Soma County by Alan Annand – Book Review
by Val Tobin
There's a wine tasting going on at a Sonoma vineyard, and Axel Crowe's client's best friend has had one glass too many. Found dead on the bathroom floor, the woman obviously didn't just swish and spit.
The police blame the wine and confiscate all bottles, which threatens the vintner's reputation and livelihood.
Enter Crowe, who uses astrology to divine that the woman's glass of wine was poisoned.
The trail of astrological signs and evidence leads him to a power-hungry developer and missing immigrant workers who may be victims of the black market in body parts.
Lots of Action and Twists in the Tale
Much like Annand's other novels, there's plenty to keep the reader guessing here. Crowe's investigation begins in California, but diverts to India, where he probes into suspicious activity at an ashram.

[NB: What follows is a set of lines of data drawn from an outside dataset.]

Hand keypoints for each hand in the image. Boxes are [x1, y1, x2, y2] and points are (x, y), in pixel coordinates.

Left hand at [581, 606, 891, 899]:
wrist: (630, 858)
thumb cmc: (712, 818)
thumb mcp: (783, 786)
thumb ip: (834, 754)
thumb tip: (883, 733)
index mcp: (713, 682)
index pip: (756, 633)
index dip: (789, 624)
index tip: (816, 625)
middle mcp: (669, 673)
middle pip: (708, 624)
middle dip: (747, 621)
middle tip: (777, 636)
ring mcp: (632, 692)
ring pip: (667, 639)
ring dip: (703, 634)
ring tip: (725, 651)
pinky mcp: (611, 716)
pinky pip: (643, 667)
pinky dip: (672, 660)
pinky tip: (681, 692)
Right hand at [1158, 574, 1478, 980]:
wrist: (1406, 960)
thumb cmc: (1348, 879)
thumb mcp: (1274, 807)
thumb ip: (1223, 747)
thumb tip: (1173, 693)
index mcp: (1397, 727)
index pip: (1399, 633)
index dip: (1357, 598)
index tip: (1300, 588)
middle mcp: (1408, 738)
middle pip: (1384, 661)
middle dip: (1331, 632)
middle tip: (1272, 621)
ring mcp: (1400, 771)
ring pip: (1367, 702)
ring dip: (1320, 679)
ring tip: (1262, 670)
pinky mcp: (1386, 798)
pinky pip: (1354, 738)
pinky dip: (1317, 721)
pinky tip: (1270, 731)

Axel Crowe's investigative technique fascinates, particularly if you have an interest in astrology in general, and Vedic Astrology in particular. As for the characters, they're well rounded, particularly Crowe, who isn't your stereotypical alcohol-addicted, surly PI.

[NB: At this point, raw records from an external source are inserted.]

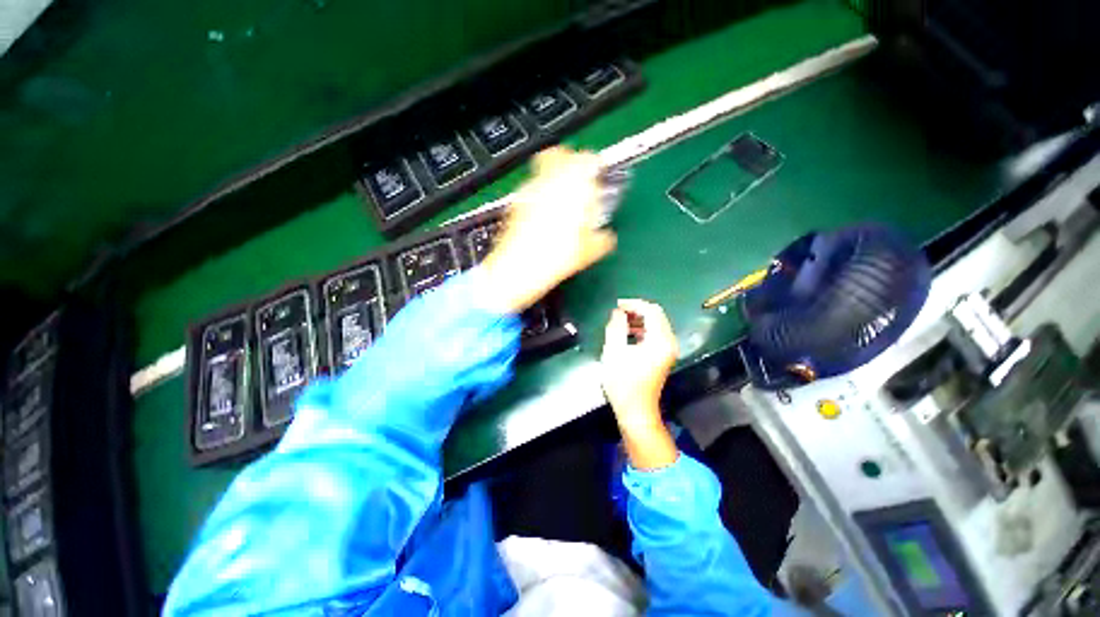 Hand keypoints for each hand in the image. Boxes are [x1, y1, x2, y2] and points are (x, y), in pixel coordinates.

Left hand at [481, 147, 616, 312]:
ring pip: (544, 169)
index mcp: (573, 189)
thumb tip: (607, 237)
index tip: (597, 175)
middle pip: (560, 154)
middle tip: (578, 181)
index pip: (587, 160)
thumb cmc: (555, 260)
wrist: (517, 269)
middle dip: (570, 162)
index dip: (594, 165)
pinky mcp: (517, 203)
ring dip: (555, 177)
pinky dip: (541, 192)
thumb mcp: (587, 253)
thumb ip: (602, 240)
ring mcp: (530, 191)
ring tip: (561, 200)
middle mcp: (550, 184)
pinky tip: (545, 214)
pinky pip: (532, 188)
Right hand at [601, 299, 679, 468]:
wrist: (635, 411)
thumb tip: (618, 312)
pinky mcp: (663, 356)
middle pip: (656, 316)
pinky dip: (641, 330)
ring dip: (638, 320)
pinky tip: (626, 334)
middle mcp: (669, 342)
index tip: (616, 306)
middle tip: (617, 312)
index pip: (651, 310)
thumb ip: (616, 327)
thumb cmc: (623, 382)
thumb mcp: (614, 351)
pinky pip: (654, 334)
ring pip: (655, 324)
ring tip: (619, 322)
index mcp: (660, 340)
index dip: (633, 304)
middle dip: (636, 311)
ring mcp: (667, 350) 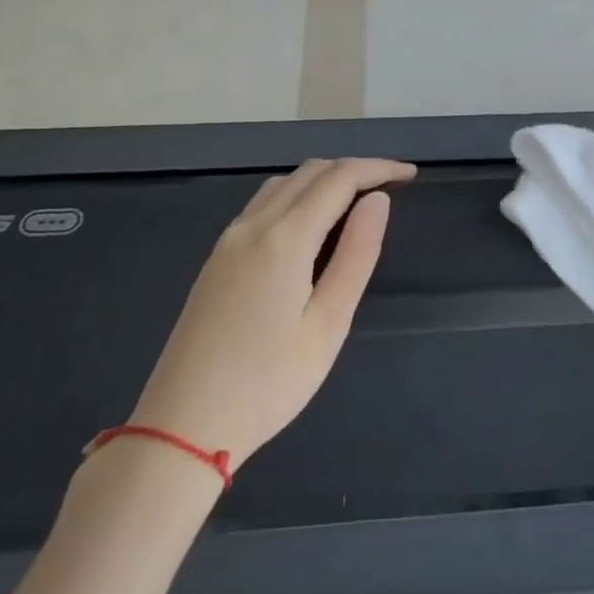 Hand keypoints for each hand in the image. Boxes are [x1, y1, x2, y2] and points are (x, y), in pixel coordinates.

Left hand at [132, 158, 415, 469]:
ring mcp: (228, 240)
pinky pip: (263, 204)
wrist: (182, 425)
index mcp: (284, 239)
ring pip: (283, 184)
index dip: (378, 168)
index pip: (339, 179)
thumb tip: (378, 201)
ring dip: (324, 179)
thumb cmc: (268, 382)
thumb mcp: (329, 324)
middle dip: (354, 169)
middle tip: (391, 186)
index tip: (411, 174)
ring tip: (358, 201)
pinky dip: (297, 195)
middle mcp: (252, 226)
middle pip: (309, 172)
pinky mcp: (216, 258)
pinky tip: (312, 224)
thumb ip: (357, 255) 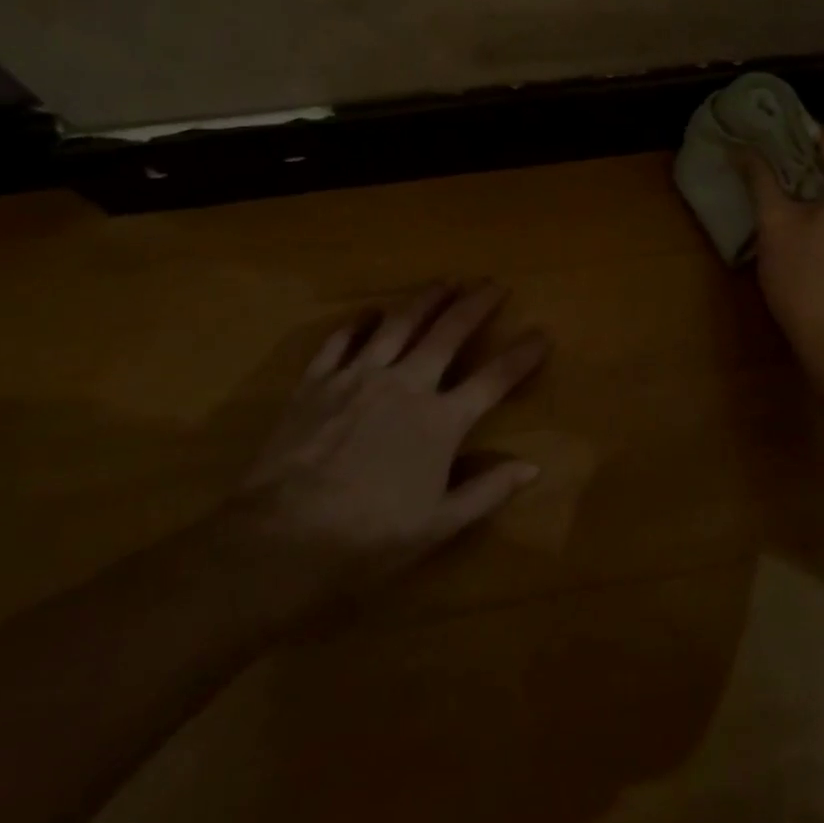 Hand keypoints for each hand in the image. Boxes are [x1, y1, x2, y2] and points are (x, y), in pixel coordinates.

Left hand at [228, 283, 545, 606]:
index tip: (542, 333)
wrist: (281, 540)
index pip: (493, 379)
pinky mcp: (318, 380)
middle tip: (494, 284)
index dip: (522, 355)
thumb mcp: (437, 525)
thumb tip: (532, 467)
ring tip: (444, 282)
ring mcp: (359, 376)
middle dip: (476, 305)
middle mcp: (406, 385)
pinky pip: (341, 340)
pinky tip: (368, 312)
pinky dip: (358, 323)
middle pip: (449, 333)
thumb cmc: (367, 539)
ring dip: (425, 299)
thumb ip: (487, 491)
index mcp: (440, 421)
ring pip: (399, 324) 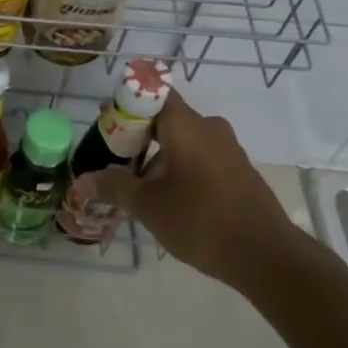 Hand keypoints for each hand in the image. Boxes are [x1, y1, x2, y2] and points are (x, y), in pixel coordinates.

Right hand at [88, 91, 295, 286]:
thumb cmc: (200, 219)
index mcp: (186, 124)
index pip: (153, 92)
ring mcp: (228, 149)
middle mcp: (209, 127)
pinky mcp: (239, 171)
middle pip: (166, 119)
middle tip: (115, 163)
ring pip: (184, 141)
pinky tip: (170, 201)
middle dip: (138, 137)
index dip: (127, 102)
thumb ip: (114, 187)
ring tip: (139, 190)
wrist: (266, 255)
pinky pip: (201, 158)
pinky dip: (181, 170)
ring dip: (159, 158)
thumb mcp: (148, 205)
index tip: (107, 125)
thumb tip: (81, 181) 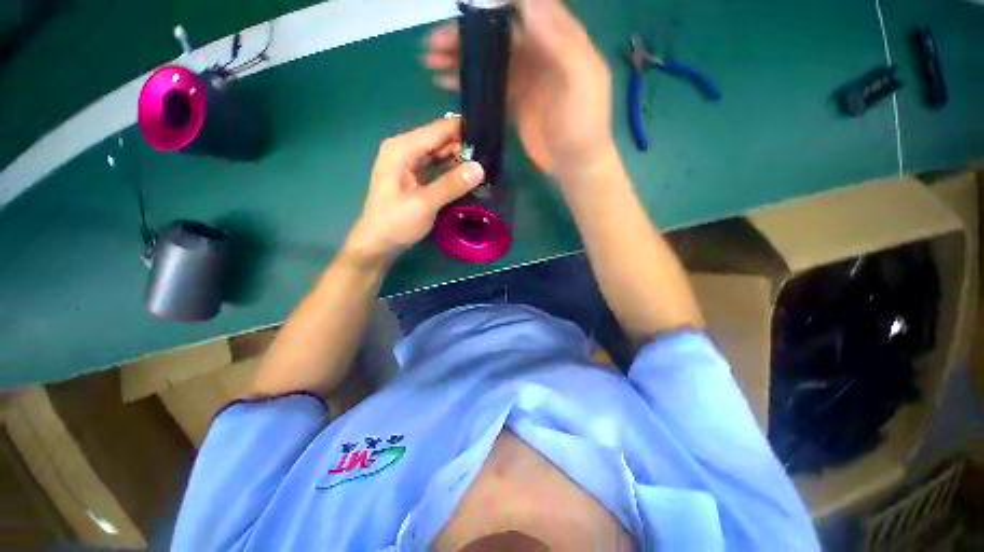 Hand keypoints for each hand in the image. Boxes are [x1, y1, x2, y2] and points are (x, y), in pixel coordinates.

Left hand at [345, 117, 484, 263]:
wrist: (378, 243)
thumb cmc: (396, 223)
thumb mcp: (425, 203)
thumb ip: (452, 184)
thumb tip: (480, 168)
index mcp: (402, 148)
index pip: (439, 129)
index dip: (463, 131)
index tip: (489, 138)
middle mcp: (405, 149)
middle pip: (440, 139)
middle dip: (464, 146)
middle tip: (490, 157)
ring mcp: (409, 162)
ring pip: (440, 153)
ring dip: (459, 159)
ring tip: (484, 165)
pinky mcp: (414, 176)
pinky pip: (436, 166)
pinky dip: (451, 169)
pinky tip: (467, 175)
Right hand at [425, 0, 615, 182]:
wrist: (575, 165)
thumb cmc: (583, 125)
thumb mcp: (580, 80)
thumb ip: (558, 42)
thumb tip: (527, 4)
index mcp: (561, 40)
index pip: (530, 8)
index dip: (500, 3)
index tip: (469, 6)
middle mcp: (541, 53)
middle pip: (501, 33)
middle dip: (469, 33)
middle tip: (437, 39)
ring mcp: (526, 80)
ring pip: (490, 59)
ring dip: (462, 56)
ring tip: (432, 58)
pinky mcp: (515, 103)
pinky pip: (489, 86)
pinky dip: (469, 82)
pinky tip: (447, 81)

The story is well-written and easy to read. It flows well, and I looked forward to returning to it again whenever I had to put it down.
After I finished reading it, I contacted the author, and he agreed to do an interview with me about Soma County and what's next for Axel Crowe.
The Evolution of Soma County
Q. How did the idea for the story evolve?
A. During one of my many astrology classes with Hart deFouw, he talked about someone he'd met in India, a diminutive man with a huge ego who saw himself much bigger than anyone else around him. The fellow had built an oversized house, stocked it with oversized furniture, and even had many oversized personal articles, eg, dining utensils, writing instruments, hairbrushes and combs, etc, fabricated for his use.
This gave me the idea for the character of Megawati, an Indian megalomaniac who'd been forced by his father into a career he didn't really belong in, and whose frustration thereafter bred compensating behaviors of an unsavory nature. Thus he became a compelling villain for a missing persons mystery connected to the international black market in body parts. Enter Axel Crowe, astrologer extraordinaire.
Setting and Celibacy
Q. What made you decide to set the story in California?
A. I've taken most of my astrology and palmistry courses in the Bay Area, so the locale carries strong associations for my tribe of Vedic astrologers and Eastern-religion devotees. San Francisco, Berkeley and the Napa Valley are all cultural icons of western sensibility. And yet it's not immune to significant criminal activity. That juxtaposition of East/West contrasts provoked my plot, while the Bay Area in general offers a creative vortex of social mores, ethnic diversity and technology.
Q. Why make Crowe celibate?
A. They say, write about what you don't know. But I didn't make him, that's just the way he is. Throughout this trilogy, I expected Crowe to enjoy an intimacy with someone for whom he felt a bond. But although there were close calls, he always stepped back. I didn't have to think about it too much to realize that his character was formed out of respect for my teacher, and for his guru, upon whom Crowe was modeled. As counselors in the most sober sense, they had to hold themselves aloof from human entanglements. The road less traveled, and all that dharma.
Next Up for Crowe and Annand
Q. Are you working on another Crowe novel? Care to share some details?
A. I wrote the New Age Noir trilogy for a certain kind of reader — astrologers who like mysteries, and mystery lovers sympathetic to New Age themes. I thought I was finished with it, but lately I've been collecting ideas for another Axel Crowe mystery. This one involves the attempted assassination of a British rock star and is set largely in Europe. I'll take any excuse to travel for research.
Q. If no, what is your current project?
A. I'm currently writing another police procedural that pits Montreal detective Sophie Gillette against home-grown terrorists. Whereas Al-Quebeca involved the near-destruction of Quebec's power grid in mid-winter, The Big Smoke involves a hijacked trainload of dangerous commodities barreling down on Toronto one steamy July night. If it's any consolation, Gillette enjoys sex.